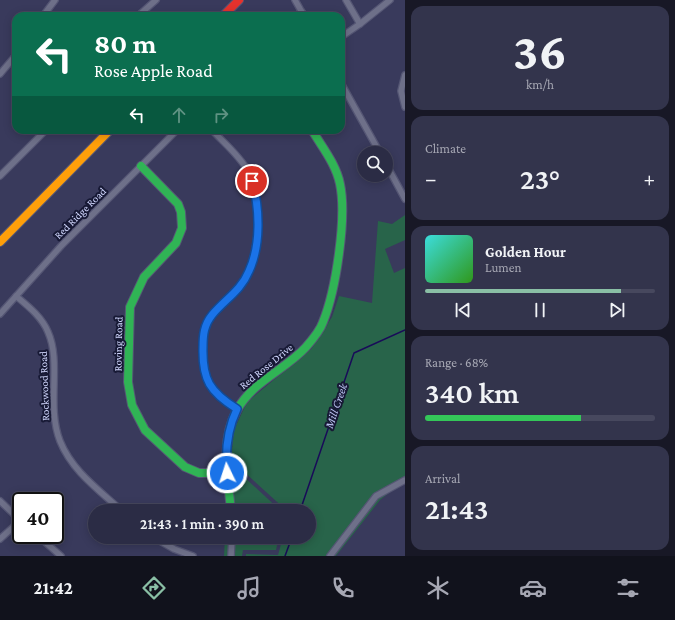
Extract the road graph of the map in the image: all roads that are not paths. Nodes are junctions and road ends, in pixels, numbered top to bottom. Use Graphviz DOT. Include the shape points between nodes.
graph roads {
  1 [pos="56,0"];
  2 [pos="156,0"];
  3 [pos="239,0"];
  4 [pos="295,0"];
  5 [pos="346,0"];
  6 [pos="390,0"];
  7 [pos="46,12"];
  8 [pos="142,12"];
  9 [pos="227,12"];
  10 [pos="302,12"];
  11 [pos="360,24"];
  12 [pos="345,34"];
  13 [pos="12,60"];
  14 [pos="0,74"];
  15 [pos="405,75"];
  16 [pos="345,90"];
  17 [pos="405,107"];
  18 [pos="42,134"];
  19 [pos="106,134"];
  20 [pos="173,134"];
  21 [pos="216,134"];
  22 [pos="314,134"];
  23 [pos="376,146"];
  24 [pos="142,166"];
  25 [pos="0,176"];
  26 [pos="393,177"];
  27 [pos="405,199"];
  28 [pos="0,242"];
  29 [pos="16,296"];
  30 [pos="0,314"];
  31 [pos="237,409"];
  32 [pos="227,473"];
  33 [pos="405,480"];
  34 [pos="0,501"];
  35 [pos="114,504"];
  36 [pos="230,504"];
  37 [pos="12,512"];
  38 [pos="12,529"];
  39 [pos="0,539"];
  40 [pos="47,544"];
  41 [pos="165,544"];
  42 [pos="232,544"];
  43 [pos="60,556"];
  44 [pos="193,556"];
  45 [pos="231,556"];
  46 [pos="330,556"];
  1 -- 7 [label="street"];
  2 -- 8 [label="street"];
  3 -- 9 [label="street"];
  4 -- 10 [label="street"];
  5 -- 11 [label="street"];
  6 -- 11 [label="street"];
  11 -- 12 [label="street"];
  13 -- 14 [label="street"];
  15 -- 17 [label="street" via="400,91"];
  16 -- 23 [label="street"];
  18 -- 25 [label="street"];
  19 -- 28 [label="street"];
  20 -- 24 [label="street, Red Ridge Road"];
  21 -- 31 [label="street" via="243,163 252,181 257,204 256,248 249,271 232,296 212,315 204,329 203,337 202,361 205,377 217,395"];
  22 -- 31 [label="street, Red Rose Drive" via="336,174 342,197 342,217 328,306 318,330 307,346 249,393"];
  24 -- 29 [label="street, Red Ridge Road" via="61,246"];
  24 -- 32 [label="street, Roving Road" via="178,204 182,228 176,243 144,277 130,307 128,382 132,405 145,430 185,466 199,473"];
  26 -- 27 [label="street"];
  29 -- 30 [label="street, Red Ridge Road"];
  29 -- 35 [label="street, Rockwood Road" via="38,316 52,342 54,419 64,451 77,470"];
  31 -- 32 [label="street, Red Rose Drive" via="226,444"];
  32 -- 36 [label="street, Red Rose Drive"];
  33 -- 46 [label="street" via="376,496"];
  34 -- 37 [label="street"];
  38 -- 39 [label="street"];
  40 -- 43 [label="street"];
  41 -- 44 [label="street"];
  42 -- 45 [label="street"];
}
========
Problem requirements: Leave out the images and copy all remaining data word for word.

Exercise answer:
Extract the road graph of the map in the image: all roads that are not paths. Nodes are junctions and road ends, in pixels, numbered top to bottom. Use Graphviz DOT. Include the shape points between nodes.
graph roads {
  1 [pos="56,0"];
  2 [pos="156,0"];
  3 [pos="239,0"];
  4 [pos="295,0"];
  5 [pos="346,0"];
  6 [pos="390,0"];
  7 [pos="46,12"];
  8 [pos="142,12"];
  9 [pos="227,12"];
  10 [pos="302,12"];
  11 [pos="360,24"];
  12 [pos="345,34"];
  13 [pos="12,60"];
  14 [pos="0,74"];
  15 [pos="405,75"];
  16 [pos="345,90"];
  17 [pos="405,107"];
  18 [pos="42,134"];
  19 [pos="106,134"];
  20 [pos="173,134"];
  21 [pos="216,134"];
  22 [pos="314,134"];
  23 [pos="376,146"];
  24 [pos="142,166"];
  25 [pos="0,176"];
  26 [pos="393,177"];
  27 [pos="405,199"];
  28 [pos="0,242"];
  29 [pos="16,296"];
  30 [pos="0,314"];
  31 [pos="237,409"];
  32 [pos="227,473"];
  33 [pos="405,480"];
  34 [pos="0,501"];
  35 [pos="114,504"];
  36 [pos="230,504"];
  37 [pos="12,512"];
  38 [pos="12,529"];
  39 [pos="0,539"];
  40 [pos="47,544"];
  41 [pos="165,544"];
  42 [pos="232,544"];
  43 [pos="60,556"];
  44 [pos="193,556"];
  45 [pos="231,556"];
  46 [pos="330,556"];
  1 -- 7 [label="street"];
  2 -- 8 [label="street"];
  3 -- 9 [label="street"];
  4 -- 10 [label="street"];
  5 -- 11 [label="street"];
  6 -- 11 [label="street"];
  11 -- 12 [label="street"];
  13 -- 14 [label="street"];
  15 -- 17 [label="street" via="400,91"];
  16 -- 23 [label="street"];
  18 -- 25 [label="street"];
  19 -- 28 [label="street"];
  20 -- 24 [label="street, Red Ridge Road"];
  21 -- 31 [label="street" via="243,163 252,181 257,204 256,248 249,271 232,296 212,315 204,329 203,337 202,361 205,377 217,395"];
  22 -- 31 [label="street, Red Rose Drive" via="336,174 342,197 342,217 328,306 318,330 307,346 249,393"];
  24 -- 29 [label="street, Red Ridge Road" via="61,246"];
  24 -- 32 [label="street, Roving Road" via="178,204 182,228 176,243 144,277 130,307 128,382 132,405 145,430 185,466 199,473"];
  26 -- 27 [label="street"];
  29 -- 30 [label="street, Red Ridge Road"];
  29 -- 35 [label="street, Rockwood Road" via="38,316 52,342 54,419 64,451 77,470"];
  31 -- 32 [label="street, Red Rose Drive" via="226,444"];
  32 -- 36 [label="street, Red Rose Drive"];
  33 -- 46 [label="street" via="376,496"];
  34 -- 37 [label="street"];
  38 -- 39 [label="street"];
  40 -- 43 [label="street"];
  41 -- 44 [label="street"];
  42 -- 45 [label="street"];
}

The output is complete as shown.